American astronomer and anthropologist (born 1938)

Anthony Francis Aveni (born 1938) is an American academic anthropologist, astronomer, and author, noted in particular for his extensive publications and contributions to the fields of archaeoastronomy and cultural astronomy. He is Russell Colgate Distinguished University Professor of Astronomy and Anthropology and Native American Studies, Emeritus at Colgate University, and he is the author of more than 34 books and 300 research publications that include three cover articles in Science magazine.

== Education ==
Aveni earned his Bachelor of Arts from Boston University in 1960 and a PhD from the University of Arizona in 1965.

== Career ==
Aveni began teaching at Colgate University in Hamilton, New York in 1963. He founded the university's astronomy program, and he rose to the named chair of Russell Colgate Distinguished University Professor of Astronomy and Anthropology and Native American Studies before retiring emeritus.

Aveni is recognized for his influence on the development of archaeoastronomy and cultural astronomy as disciplines in the latter 20th century. He has specialized in the study of ancient astronomical practices in the Americas, and pioneered research into the historical astronomy of pre-Columbian Mesoamerican cultures.

Aveni has authored more than 34 books and 300 research publications, including three cover articles in Science and works in American Scientist, American Antiquity, Latin American Antiquity, The Sciences, Advances in Archaeological Method and Theory, and Journal of Archaeological Research. Two of his short pieces were selected as "notable essays" in the volumes The Best American Essays 2002 and Best American Science Writing 2002. He has been awarded research grants by the National Geographic Society, the National Science Foundation and various private foundations for work in both American continents as well as in Europe and the Middle East.

==Personal life==
Aveni lives in Hamilton, New York, with his wife Lorraine, an artist.
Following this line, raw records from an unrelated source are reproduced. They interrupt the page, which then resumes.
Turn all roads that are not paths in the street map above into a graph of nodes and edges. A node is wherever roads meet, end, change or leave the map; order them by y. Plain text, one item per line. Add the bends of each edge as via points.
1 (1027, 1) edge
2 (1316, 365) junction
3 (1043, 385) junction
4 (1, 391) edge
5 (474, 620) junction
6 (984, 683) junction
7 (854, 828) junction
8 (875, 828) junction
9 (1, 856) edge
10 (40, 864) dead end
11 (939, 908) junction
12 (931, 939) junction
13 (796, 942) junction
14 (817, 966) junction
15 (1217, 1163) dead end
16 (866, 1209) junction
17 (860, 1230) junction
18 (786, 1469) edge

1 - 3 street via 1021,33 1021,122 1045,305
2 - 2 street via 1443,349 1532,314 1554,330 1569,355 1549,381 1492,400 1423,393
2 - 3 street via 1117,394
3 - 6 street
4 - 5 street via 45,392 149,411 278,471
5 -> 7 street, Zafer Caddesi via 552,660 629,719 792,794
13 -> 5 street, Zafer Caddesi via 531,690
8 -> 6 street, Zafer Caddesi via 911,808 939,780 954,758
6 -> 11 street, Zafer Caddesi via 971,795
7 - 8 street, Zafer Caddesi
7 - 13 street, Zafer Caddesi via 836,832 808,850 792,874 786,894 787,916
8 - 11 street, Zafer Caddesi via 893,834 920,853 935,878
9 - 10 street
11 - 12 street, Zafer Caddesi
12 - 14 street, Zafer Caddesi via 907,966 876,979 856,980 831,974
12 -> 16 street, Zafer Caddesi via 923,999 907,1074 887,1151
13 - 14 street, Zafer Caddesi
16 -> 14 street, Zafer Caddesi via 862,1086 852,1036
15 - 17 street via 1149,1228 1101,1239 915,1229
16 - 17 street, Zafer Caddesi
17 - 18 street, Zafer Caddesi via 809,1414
== Selected publications ==

=== Articles ===

- Aveni, Anthony F. (1975). "The Caracol Tower at Chichen Itza: An Ancient Astronomical Observatory?" Cover.
- Aveni, Anthony F. (1978). "The Pecked Cross Symbol in Ancient Mesoamerica" Cover.
- Aveni, Anthony F. (1981). "Archaeoastronomy"
- Aveni, Anthony F. (2003). "Archaeoastronomy in the Ancient Americas"

=== Books ===
- Skywatchers of Ancient Mexico (University of Texas Press, 1980) (translations in German, Italian, Chinese, Korean, Spanish, Polish, Portuguese)
- World Archaeoastronomy (editor) (Cambridge University Press, 1988)
- Empires of Time (Basic Books, 1989)
- The Lines of Nazca (editor) (American Philosophical Society, 1990)
- Ancient Astronomers (Smithsonian, 1992)
- Conversing With the Planets (Times, Random House, 1992)
- Behind the Crystal Ball (Times, 1996)
- Stairways to the Stars (Wiley, 1997)
- Skywatchers : A Revised and Updated Version of Skywatchers of Ancient Mexico (University of Texas Press, 2001)
- The Book of the Year: A Brief History of Our Seasonal Holidays (Oxford University Press, 2002)
- The Madrid Codex: New Approaches to Understanding an Ancient Maya Manuscript (edited with Gabrielle Vail) (University Press of Colorado, 2004)
- Foundations of New World Cultural Astronomy (Scholastic, 2005)
- The First Americans: Where They Came From and Who They Became (Scholastic, 2005)
- People and the Sky: Our Ancestors and the Cosmos (Thames & Hudson, 2008)
- Foundations of New World Cultural Astronomy: A Reader With Commentary (editor) (University Press of Colorado, 2008)
- Buried Beneath Us: Discovering the Ancient Cities of the Americas (Roaring Brook Press, 2013)
- The End of Time: The Maya Mystery of 2012 (University Press of Colorado, 2009)

==Distinctions==
- Member, American Association for the Advancement of Science (1980)
- National Professor of the Year – Council for Advancement and Support of Education (1982)
- Rolling Stone's "10 Best Professors of the Year" list – Rolling Stone (1991)
- The H. B. Nicholson Award for Excellence in Mesoamerican Studies – The Peabody Museum and the Moses Mesoamerican Archive at Harvard University (2004)
- The Fryxell Award for Interdisciplinary Research – The Society for American Archaeology (2013)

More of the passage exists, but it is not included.